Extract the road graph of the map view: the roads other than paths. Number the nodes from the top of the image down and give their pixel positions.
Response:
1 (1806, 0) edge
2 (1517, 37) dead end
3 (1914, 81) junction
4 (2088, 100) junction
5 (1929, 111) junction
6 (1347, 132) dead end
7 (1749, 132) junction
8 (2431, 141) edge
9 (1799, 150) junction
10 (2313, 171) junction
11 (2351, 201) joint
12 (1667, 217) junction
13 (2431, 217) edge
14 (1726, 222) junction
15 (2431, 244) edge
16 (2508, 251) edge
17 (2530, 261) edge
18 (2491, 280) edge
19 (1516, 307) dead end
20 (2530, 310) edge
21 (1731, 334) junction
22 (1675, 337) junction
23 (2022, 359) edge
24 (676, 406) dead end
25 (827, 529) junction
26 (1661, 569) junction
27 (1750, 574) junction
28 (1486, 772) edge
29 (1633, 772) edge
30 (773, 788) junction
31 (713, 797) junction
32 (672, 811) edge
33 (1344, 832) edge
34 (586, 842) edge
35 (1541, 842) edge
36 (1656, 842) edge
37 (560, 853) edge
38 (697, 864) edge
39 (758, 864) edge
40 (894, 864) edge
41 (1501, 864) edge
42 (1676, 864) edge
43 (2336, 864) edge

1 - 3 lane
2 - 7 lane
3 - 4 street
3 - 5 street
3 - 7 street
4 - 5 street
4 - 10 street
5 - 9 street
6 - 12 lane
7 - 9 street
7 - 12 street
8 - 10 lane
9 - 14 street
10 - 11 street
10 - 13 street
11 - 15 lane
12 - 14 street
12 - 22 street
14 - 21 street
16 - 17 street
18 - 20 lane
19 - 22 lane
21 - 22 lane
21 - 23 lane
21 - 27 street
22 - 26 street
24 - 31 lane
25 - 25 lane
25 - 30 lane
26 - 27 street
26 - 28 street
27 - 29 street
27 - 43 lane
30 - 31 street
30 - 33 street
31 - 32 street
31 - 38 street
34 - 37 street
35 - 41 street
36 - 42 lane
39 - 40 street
______________________________
About this task:
Line by line, retype all the entries exactly as they are shown.

Task response:
Extract the road graph of the map view: the roads other than paths. Number the nodes from the top of the image down and give their pixel positions.
Response:
1 (1806, 0) edge
2 (1517, 37) dead end
3 (1914, 81) junction
4 (2088, 100) junction
5 (1929, 111) junction
6 (1347, 132) dead end
7 (1749, 132) junction
8 (2431, 141) edge
9 (1799, 150) junction
10 (2313, 171) junction
11 (2351, 201) joint
12 (1667, 217) junction
13 (2431, 217) edge
14 (1726, 222) junction
15 (2431, 244) edge
16 (2508, 251) edge
17 (2530, 261) edge
18 (2491, 280) edge
19 (1516, 307) dead end
20 (2530, 310) edge
21 (1731, 334) junction
22 (1675, 337) junction
23 (2022, 359) edge
24 (676, 406) dead end
25 (827, 529) junction
26 (1661, 569) junction
27 (1750, 574) junction
28 (1486, 772) edge
29 (1633, 772) edge
30 (773, 788) junction
31 (713, 797) junction
32 (672, 811) edge
33 (1344, 832) edge
34 (586, 842) edge
35 (1541, 842) edge
36 (1656, 842) edge
37 (560, 853) edge
38 (697, 864) edge
39 (758, 864) edge
40 (894, 864) edge
41 (1501, 864) edge
42 (1676, 864) edge
43 (2336, 864) edge

1 - 3 lane
2 - 7 lane
3 - 4 street
3 - 5 street
3 - 7 street
4 - 5 street
4 - 10 street
5 - 9 street
6 - 12 lane
7 - 9 street
7 - 12 street
8 - 10 lane
9 - 14 street
10 - 11 street
10 - 13 street
11 - 15 lane
12 - 14 street
12 - 22 street
14 - 21 street
16 - 17 street
18 - 20 lane
19 - 22 lane
21 - 22 lane
21 - 23 lane
21 - 27 street
22 - 26 street
24 - 31 lane
25 - 25 lane
25 - 30 lane
26 - 27 street
26 - 28 street
27 - 29 street
27 - 43 lane
30 - 31 street
30 - 33 street
31 - 32 street
31 - 38 street
34 - 37 street
35 - 41 street
36 - 42 lane
39 - 40 street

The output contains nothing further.